__EXTRACTED MATERIAL__.
• • • • •

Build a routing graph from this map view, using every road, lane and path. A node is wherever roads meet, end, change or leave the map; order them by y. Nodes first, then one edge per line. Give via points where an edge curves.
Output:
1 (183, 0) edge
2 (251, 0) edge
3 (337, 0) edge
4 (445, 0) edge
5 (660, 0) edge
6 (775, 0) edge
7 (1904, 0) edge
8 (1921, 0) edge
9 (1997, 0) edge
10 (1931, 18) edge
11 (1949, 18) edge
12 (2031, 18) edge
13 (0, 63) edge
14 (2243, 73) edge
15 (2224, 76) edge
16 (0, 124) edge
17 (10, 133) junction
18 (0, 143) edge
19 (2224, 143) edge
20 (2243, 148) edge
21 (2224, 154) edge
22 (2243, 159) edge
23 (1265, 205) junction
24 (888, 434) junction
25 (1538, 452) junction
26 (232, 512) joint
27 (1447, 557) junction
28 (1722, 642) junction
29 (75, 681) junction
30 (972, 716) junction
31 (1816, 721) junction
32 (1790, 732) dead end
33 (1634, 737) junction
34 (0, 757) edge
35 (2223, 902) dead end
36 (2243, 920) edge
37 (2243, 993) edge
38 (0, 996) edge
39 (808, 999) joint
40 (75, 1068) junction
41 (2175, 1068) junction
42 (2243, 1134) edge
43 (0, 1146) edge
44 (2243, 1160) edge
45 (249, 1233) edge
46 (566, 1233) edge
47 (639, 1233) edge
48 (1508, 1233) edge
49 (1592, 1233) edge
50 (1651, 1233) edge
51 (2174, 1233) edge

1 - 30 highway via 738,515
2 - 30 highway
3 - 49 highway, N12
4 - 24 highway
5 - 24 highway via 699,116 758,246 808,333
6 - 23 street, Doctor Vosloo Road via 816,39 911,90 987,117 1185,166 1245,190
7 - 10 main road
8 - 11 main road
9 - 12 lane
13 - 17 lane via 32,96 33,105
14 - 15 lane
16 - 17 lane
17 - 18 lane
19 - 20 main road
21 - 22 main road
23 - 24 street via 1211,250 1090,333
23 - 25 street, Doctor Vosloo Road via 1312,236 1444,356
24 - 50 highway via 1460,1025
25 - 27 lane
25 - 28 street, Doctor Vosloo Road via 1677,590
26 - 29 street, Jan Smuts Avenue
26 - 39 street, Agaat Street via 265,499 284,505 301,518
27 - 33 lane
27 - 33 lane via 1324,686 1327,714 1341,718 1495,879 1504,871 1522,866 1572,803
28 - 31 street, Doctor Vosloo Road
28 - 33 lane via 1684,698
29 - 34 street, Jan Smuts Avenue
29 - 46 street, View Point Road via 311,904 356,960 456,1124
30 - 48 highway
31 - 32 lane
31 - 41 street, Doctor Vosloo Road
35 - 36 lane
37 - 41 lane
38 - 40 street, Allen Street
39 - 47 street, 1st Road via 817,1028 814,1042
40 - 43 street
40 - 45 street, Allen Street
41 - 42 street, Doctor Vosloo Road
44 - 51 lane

• • • • •

__TASK BRIEF__. What you return must match the listing exactly, line for line.

__ANSWER TO THIS PROBLEM__.
Build a routing graph from this map view, using every road, lane and path. A node is wherever roads meet, end, change or leave the map; order them by y. Nodes first, then one edge per line. Give via points where an edge curves.
Output:
1 (183, 0) edge
2 (251, 0) edge
3 (337, 0) edge
4 (445, 0) edge
5 (660, 0) edge
6 (775, 0) edge
7 (1904, 0) edge
8 (1921, 0) edge
9 (1997, 0) edge
10 (1931, 18) edge
11 (1949, 18) edge
12 (2031, 18) edge
13 (0, 63) edge
14 (2243, 73) edge
15 (2224, 76) edge
16 (0, 124) edge
17 (10, 133) junction
18 (0, 143) edge
19 (2224, 143) edge
20 (2243, 148) edge
21 (2224, 154) edge
22 (2243, 159) edge
23 (1265, 205) junction
24 (888, 434) junction
25 (1538, 452) junction
26 (232, 512) joint
27 (1447, 557) junction
28 (1722, 642) junction
29 (75, 681) junction
30 (972, 716) junction
31 (1816, 721) junction
32 (1790, 732) dead end
33 (1634, 737) junction
34 (0, 757) edge
35 (2223, 902) dead end
36 (2243, 920) edge
37 (2243, 993) edge
38 (0, 996) edge
39 (808, 999) joint
40 (75, 1068) junction
41 (2175, 1068) junction
42 (2243, 1134) edge
43 (0, 1146) edge
44 (2243, 1160) edge
45 (249, 1233) edge
46 (566, 1233) edge
47 (639, 1233) edge
48 (1508, 1233) edge
49 (1592, 1233) edge
50 (1651, 1233) edge
51 (2174, 1233) edge

1 - 30 highway via 738,515
2 - 30 highway
3 - 49 highway, N12
4 - 24 highway
5 - 24 highway via 699,116 758,246 808,333
6 - 23 street, Doctor Vosloo Road via 816,39 911,90 987,117 1185,166 1245,190
7 - 10 main road
8 - 11 main road
9 - 12 lane
13 - 17 lane via 32,96 33,105
14 - 15 lane
16 - 17 lane
17 - 18 lane
19 - 20 main road
21 - 22 main road
23 - 24 street via 1211,250 1090,333
23 - 25 street, Doctor Vosloo Road via 1312,236 1444,356
24 - 50 highway via 1460,1025
25 - 27 lane
25 - 28 street, Doctor Vosloo Road via 1677,590
26 - 29 street, Jan Smuts Avenue
26 - 39 street, Agaat Street via 265,499 284,505 301,518
27 - 33 lane
27 - 33 lane via 1324,686 1327,714 1341,718 1495,879 1504,871 1522,866 1572,803
28 - 31 street, Doctor Vosloo Road
28 - 33 lane via 1684,698
29 - 34 street, Jan Smuts Avenue
29 - 46 street, View Point Road via 311,904 356,960 456,1124
30 - 48 highway
31 - 32 lane
31 - 41 street, Doctor Vosloo Road
35 - 36 lane
37 - 41 lane
38 - 40 street, Allen Street
39 - 47 street, 1st Road via 817,1028 814,1042
40 - 43 street
40 - 45 street, Allen Street
41 - 42 street, Doctor Vosloo Road
44 - 51 lane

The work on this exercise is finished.